A fix for that has been released and is in version dhcpcd-10.0.2

I can’t tell if your segfaults are from the same cause as those on the dhcpcd issues list.

Can you look through the messages log for any messages related to segfaults. The section will be kernel so you won’t be able to filter. You will probably have to look in the logs in the time period from 00:33:19 until something like 00:34:00
That should cover the time period when the segfault info should be logged.

2 Likes

maybe this is what triggers the segfault, not receiving an answer.

I don’t believe so as the segfaults are occurring straight after it says dhcpcd-10.0.1 starting and before any waiting for carrier and carrier acquired etc messages.

If it was due to no reply then, as that can often be a situation that occurs I would expect it to have already been flagged up in the dhcpcd git repo issues.

There are however two different segfault issues that have been raised and fixes for both are in dhcpcd-10.0.2

The kernel messages about the segfault would be the most help, also for the dhcpcd dev team, as dhcpcd is segfaulting but that would then have the trace info etc in the kernel logs.

1 Like

According to GPT4, error 4 refers to the specific type of segmentation fault. In many cases, an error 4 refers to a “read” fault, meaning the process tried to read a memory location it wasn’t permitted to. Can it be due to a bug elicited when running IPFire kernel (indirect branch tracking involved?), in a container?

I had wondered about that but I have never used containers so have no knowledge or experience of them so can’t say one way or the other.

me neither, but in my ignorance I consider containers similar to virtualization, and there has been a report here of Indirect Branch Tracking and hypervisor conflicts. The bugs clearly are very different, but access to memory seems to be important in this specific set of circumstances to allow this to be a possibility?

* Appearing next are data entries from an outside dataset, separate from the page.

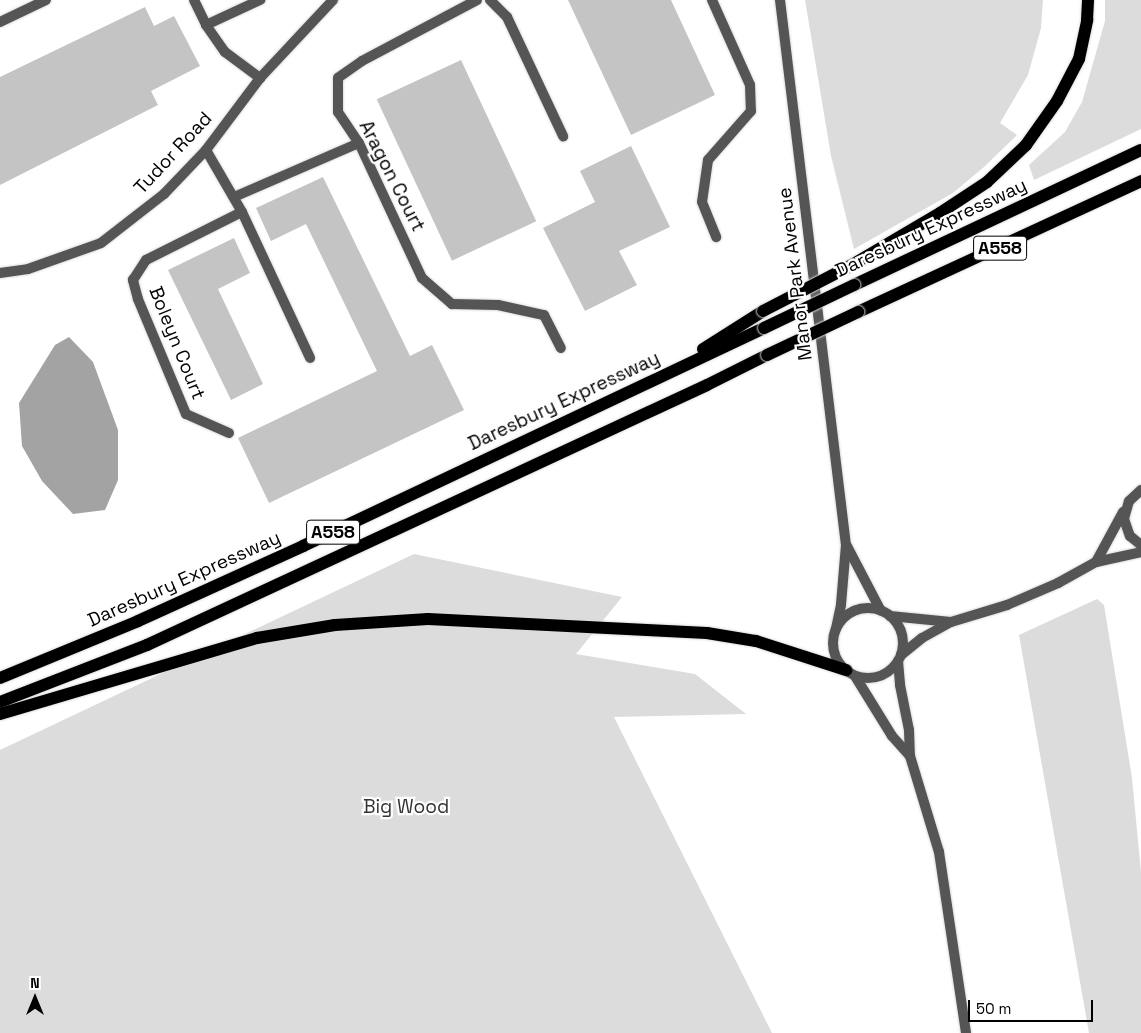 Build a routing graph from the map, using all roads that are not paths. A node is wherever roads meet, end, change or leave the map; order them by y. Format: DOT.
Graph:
graph roads {
  1 [pos="46,0"];
  2 [pos="194,0"];
  3 [pos="260,0"];
  4 [pos="333,0"];
  5 [pos="476,0"];
  6 [pos="490,0"];
  7 [pos="712,0"];
  8 [pos="780,0"];
  9 [pos="1088,0"];
  10 [pos="0,22"];
  11 [pos="206,25"];
  12 [pos="260,78"];
  13 [pos="563,136"];
  14 [pos="360,143"];
  15 [pos="206,150"];
  16 [pos="1141,150"];
  17 [pos="1141,181"];
  18 [pos="234,196"];
  19 [pos="242,212"];
  20 [pos="716,237"];
  21 [pos="0,273"];
  22 [pos="561,348"];
  23 [pos="310,358"];
  24 [pos="661,376"];
  25 [pos="229,433"];
  26 [pos="1141,490"];
  27 [pos="1125,510"];
  28 [pos="846,545"];
  29 [pos="1141,545"];
  30 [pos="1141,552"];
  31 [pos="1096,562"];
  32 [pos="880,611"];
  33 [pos="890,616"];
  34 [pos="951,622"];
  35 [pos="836,629"];
  36 [pos="900,658"];
  37 [pos="851,673"];
  38 [pos="0,678"];
  39 [pos="0,702"];
  40 [pos="0,714"];
  41 [pos="910,756"];
  42 [pos="966,1033"];
  1 -- 10 [label="street"];
  2 -- 11 [label="street"];
  3 -- 11 [label="street"];
  4 -- 12 [label="street, Tudor Road"];
  5 -- 14 [label="street, Aragon Court"];
  6 -- 13 [label="street"];
  7 -- 20 [label="street"];
  8 -- 28 [label="street, Manor Park Avenue"];
  9 -- 24 [label="main road, bridge"];
  11 -- 12 [label="street"];
  12 -- 15 [label="street, Tudor Road"];
  14 -- 18 [label="street"];
  14 -- 22 [label="street, Aragon Court"];
  15 -- 18 [label="street"];
  15 -- 21 [label="street, Tudor Road"];
  16 -- 24 [label="main road, Daresbury Expressway / A558, bridge"];
  17 -- 39 [label="main road, A558, bridge"];
  18 -- 19 [label="street"];
  19 -- 23 [label="street"];
  19 -- 25 [label="street, Boleyn Court"];
  24 -- 38 [label="main road, Daresbury Expressway / A558"];
  26 -- 27 [label="street"];
  27 -- 29 [label="street"];
  27 -- 31 [label="street"];
  28 -- 32 [label="street, Manor Park Avenue"];
  28 -- 35 [label="street, Manor Park Avenue"];
  30 -- 31 [label="street"];
  31 -- 34 [label="street"];
  32 -- 33 [label="street"];
  32 -- 35 [label="street"];
  33 -- 34 [label="street"];
  33 -- 36 [label="street"];
  34 -- 36 [label="street"];
  35 -- 37 [label="street"];
  36 -- 37 [label="street"];
  36 -- 41 [label="street"];
  37 -- 40 [label="main road"];
  37 -- 41 [label="street"];
  41 -- 42 [label="street"];
}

Maybe?

EDIT: maybe OP could boot IPFire with ibt=off and see if the segmentation fault goes away

Worth a try.

That other issue was a bug in Hyper-V due to a missing instruction at the beginning of the hypercall page. This is still being worked on by the Hyper-V people.
It has been fixed in IPFire by the latest kernel update which has put in a workaround that checks if this required command is present on the hypercall page and if not then it switches off IBT so that the vm boots and runs without IBT.

Interesting to see if this container problem also stops if IBT is turned off.

1 Like

Maybe both the DHCP handshake failure and the segmentation fault could be related to memory access issues.

https://linuxcontainers.org/lxd/
I personally would not use LXD currently for any project.